Wednesday, 30-Aug-00 14:25:53 

After meeting all the great folks from the many "eras" of the place...if you could go back in time to Franconia College, would you go back to your own time there, or...to a different time there?

What do you wish you could have experienced?

I would have liked to have arrived at least two years before I did.....or even been part of the early, early days.
 
 

Re: If you could return to Franconia College... 
Wednesday, 30-Aug-00 14:40:57 

I rather liked the time I was there, during Tempis Botsteinus. However, I feel I really missed something, having missed the Great Bust which by then was legend. How many of you from the Ancien Regime were busted whilst tripping? 
 
Bob T. 
 
 

Re: Re: Re: If you could return to Franconia College... 
Wednesday, 30-Aug-00 21:59:44 

While a friend and I were driving down Bethlehem Road he asked me to keep an eye out for his stash from the night of the bust. Another had carefully secreted his in a can inside a can at a dump. There weren't many full day attendees the next day. Everyone was out walking around. 
 
Ann R. 
 
 

Re: Re: Re: Re: If you could return to Franconia College... 
Wednesday, 30-Aug-00 22:12:50 

I heard the wonderful music and singing in the small room at the end of the dock at the New Main Building and it brought the mid 60's right into the present. I also hung with Abner and Susan and some of the 70's folks around the late night fire at McKenzie. The music was different, but the feelings the same. I'm glad I was there in the Ruopp years.
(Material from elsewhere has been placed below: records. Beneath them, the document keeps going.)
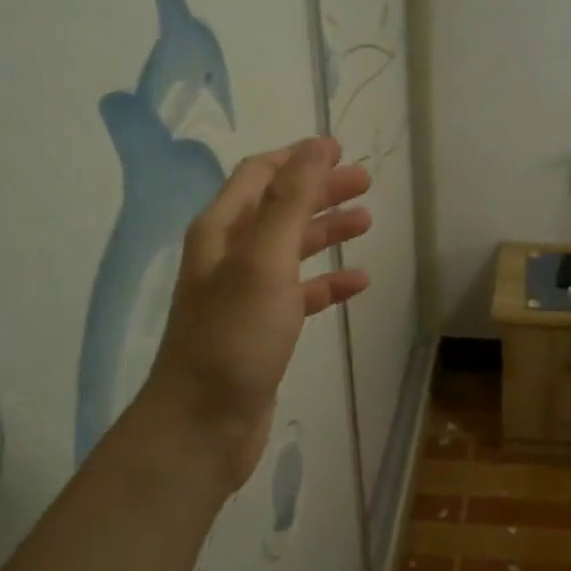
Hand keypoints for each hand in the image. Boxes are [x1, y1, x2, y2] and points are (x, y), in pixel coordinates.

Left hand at [140, 137, 371, 493]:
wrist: (203, 425)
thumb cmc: (234, 336)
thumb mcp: (264, 260)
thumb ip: (290, 201)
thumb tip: (314, 146)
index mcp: (222, 231)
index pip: (260, 175)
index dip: (298, 158)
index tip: (339, 148)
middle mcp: (231, 255)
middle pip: (280, 207)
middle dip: (320, 190)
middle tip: (364, 181)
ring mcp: (247, 294)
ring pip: (293, 248)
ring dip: (327, 230)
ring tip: (367, 219)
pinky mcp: (264, 329)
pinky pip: (302, 292)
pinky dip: (329, 282)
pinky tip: (358, 280)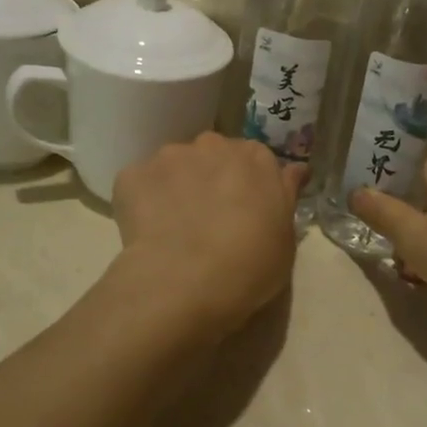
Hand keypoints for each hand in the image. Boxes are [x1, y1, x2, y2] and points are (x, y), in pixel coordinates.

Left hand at [111, 133, 307, 336]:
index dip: (248, 185)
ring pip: (175, 166)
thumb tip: (294, 171)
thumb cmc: (250, 265)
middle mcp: (214, 145)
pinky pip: (140, 183)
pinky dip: (143, 201)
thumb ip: (286, 197)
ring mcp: (170, 156)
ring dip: (177, 187)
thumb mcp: (285, 238)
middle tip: (210, 218)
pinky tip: (148, 232)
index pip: (255, 160)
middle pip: (213, 155)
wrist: (186, 282)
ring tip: (174, 227)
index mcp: (257, 158)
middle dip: (211, 178)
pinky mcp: (132, 175)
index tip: (245, 210)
CORE was great and before the crisis we had a remarkable faculty, but we all had friends and a beautiful place in the mountains and the educational experience we chose. 
 
Ann R. 
 
 

Re: back in time 
Thursday, 31-Aug-00 07:16:22 

i don't think i would change anything. what happened to me was very important. all the bad things i pushed down inside and kept them hidden for years. i believed the myth where every thing is wonderful and happy and free. i am now learning to love all the "bad things" they have become my teachers. i have learned not to walk down the same path that gives me trouble. i have learned to look for new paths. i have learned that when i feel bad about something to open my mouth and open my heart to understanding. that takes work and communication.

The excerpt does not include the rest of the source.